Usually, we reserve "database" for a discrete product that has a more formal API, a query language, and locking and some reliability features like backups and logs.

How can I exactly tell that this or that is repository judging by some set of features that it has or does not have?

You can't. Something is a repository because the folks that wrote the software decided to call it a "repository". The application developers could call anything a repository -- database, filesystem, individual file. Anything "stateful" can be a repository.

It's just a word they picked so they wouldn't have to say "the file system locations in which we keep your stuff".

it's not really clear what exact differences does it have

Why does that matter? Who actually cares? What problem do you have?

Why does it matter which files are a "repository", which files are a "database" and which files are just files?

You can have files that are a "backup" or a "vault". You can have files that are a "collection" or anything the developers want to call it.
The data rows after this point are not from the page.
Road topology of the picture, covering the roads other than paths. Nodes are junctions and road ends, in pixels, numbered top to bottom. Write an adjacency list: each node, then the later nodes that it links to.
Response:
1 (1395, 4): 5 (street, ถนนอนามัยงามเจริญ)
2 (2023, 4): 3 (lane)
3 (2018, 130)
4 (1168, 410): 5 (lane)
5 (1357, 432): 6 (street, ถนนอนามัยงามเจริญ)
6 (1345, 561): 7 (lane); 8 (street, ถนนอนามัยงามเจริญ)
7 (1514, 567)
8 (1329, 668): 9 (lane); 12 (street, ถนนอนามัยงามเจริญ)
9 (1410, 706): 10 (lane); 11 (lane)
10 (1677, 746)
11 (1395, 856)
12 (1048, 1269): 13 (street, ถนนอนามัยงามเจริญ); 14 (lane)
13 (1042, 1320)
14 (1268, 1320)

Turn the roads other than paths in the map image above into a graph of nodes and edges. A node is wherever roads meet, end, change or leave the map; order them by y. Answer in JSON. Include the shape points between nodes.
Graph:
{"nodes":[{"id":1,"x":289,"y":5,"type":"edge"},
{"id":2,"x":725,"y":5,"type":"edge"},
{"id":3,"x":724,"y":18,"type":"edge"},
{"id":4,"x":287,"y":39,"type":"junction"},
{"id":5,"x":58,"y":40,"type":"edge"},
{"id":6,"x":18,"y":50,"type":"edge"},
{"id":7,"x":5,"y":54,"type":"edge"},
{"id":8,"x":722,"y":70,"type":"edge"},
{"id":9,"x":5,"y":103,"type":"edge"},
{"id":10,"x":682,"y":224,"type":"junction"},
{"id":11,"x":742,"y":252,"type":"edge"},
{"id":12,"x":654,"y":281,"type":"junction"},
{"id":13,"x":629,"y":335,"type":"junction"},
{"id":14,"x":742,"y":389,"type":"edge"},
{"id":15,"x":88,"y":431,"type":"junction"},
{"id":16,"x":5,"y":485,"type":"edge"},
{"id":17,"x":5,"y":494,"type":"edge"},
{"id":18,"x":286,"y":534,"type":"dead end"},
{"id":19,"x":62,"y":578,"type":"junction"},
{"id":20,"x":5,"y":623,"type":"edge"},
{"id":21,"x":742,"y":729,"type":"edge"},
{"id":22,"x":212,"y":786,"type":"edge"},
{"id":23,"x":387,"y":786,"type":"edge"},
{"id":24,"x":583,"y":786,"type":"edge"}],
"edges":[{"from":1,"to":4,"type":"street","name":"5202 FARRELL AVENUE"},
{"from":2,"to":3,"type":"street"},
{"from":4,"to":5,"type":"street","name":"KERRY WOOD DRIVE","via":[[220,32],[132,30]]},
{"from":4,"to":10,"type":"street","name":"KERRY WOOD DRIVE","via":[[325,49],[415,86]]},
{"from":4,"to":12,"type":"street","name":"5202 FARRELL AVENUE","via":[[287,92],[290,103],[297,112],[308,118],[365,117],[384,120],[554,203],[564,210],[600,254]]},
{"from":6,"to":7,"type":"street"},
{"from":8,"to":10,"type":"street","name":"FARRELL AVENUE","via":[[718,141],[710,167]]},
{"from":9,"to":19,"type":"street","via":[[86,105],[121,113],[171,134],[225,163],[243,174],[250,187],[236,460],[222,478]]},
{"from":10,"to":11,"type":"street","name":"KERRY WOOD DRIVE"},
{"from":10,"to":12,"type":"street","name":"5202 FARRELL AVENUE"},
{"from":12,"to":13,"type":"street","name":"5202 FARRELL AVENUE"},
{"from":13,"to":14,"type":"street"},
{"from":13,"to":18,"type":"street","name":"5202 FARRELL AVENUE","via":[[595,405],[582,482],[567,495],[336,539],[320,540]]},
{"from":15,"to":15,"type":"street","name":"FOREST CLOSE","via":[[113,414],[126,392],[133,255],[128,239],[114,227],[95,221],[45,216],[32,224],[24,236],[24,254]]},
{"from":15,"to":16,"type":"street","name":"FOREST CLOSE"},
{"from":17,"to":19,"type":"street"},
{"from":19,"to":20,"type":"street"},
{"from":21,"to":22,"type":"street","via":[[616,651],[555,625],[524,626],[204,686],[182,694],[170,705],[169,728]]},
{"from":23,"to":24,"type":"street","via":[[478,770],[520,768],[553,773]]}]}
They're free to use any descriptive term they want to replace "the file system locations in which we keep your stuff".

Solution 3

I would complement "Places where you can store something" with "... for you and other people to retrieve it". Or maybe reword that as "Places where you can store a collection of related things for you and other people to retrieve them." The meaning is really that generic.

In contrast, file system and database have more technical definitions: "In computing, a file system is a method of storing and organizing computer files and the data they contain to make it easy to find and access them". See the wikipedia entry. Database is a collection of logically related data structured in way that is easily accessed, managed, and updated.

Solution 4

My background is RIM. When I think Database, I think of an SQL structure or something similar. All the data elements. When I thing of a Repository, I think of storing scanned hardcopy documents, eDocuments, PDFs, Photos, voice and video files etc…

A DB is optimized for data. A Repository is optimized for storing objects.

Solution 5

From the perspective of a database designer, i tend to think of a database repository as a database used for holding the meta data of a database. for example, the relationships between tables, which programs access these tables etc so that this information can be used for judging the impact of change on your db application etc

Share:
14,856
altern
Author by

altern

I'm a software engineer, configuration manager, instructor, musician. My passion is software configuration management and related stuff: version control continuous integration build management deployment management dependency management merge management release management Check out my training dedicated to software configuration management. You can see presentation slides on my slideshare page.

Updated on June 15, 2022

Comments

  • altern
    altern almost 2 years

    What makes repository different from database, filesystem or any other kind of storage? How can I exactly tell that this or that is repository judging by some set of features that it has or does not have?

    When I say 'repository', first of all I mean version control. But there are other examples of repositories, such as digital libraries, for instance. There might be other examples, of course, but all of them would assume that repository is 'the place where you can store something'. But it's not really clear what exact differences does it have that allows to distinct it from other 'places where you can store something'.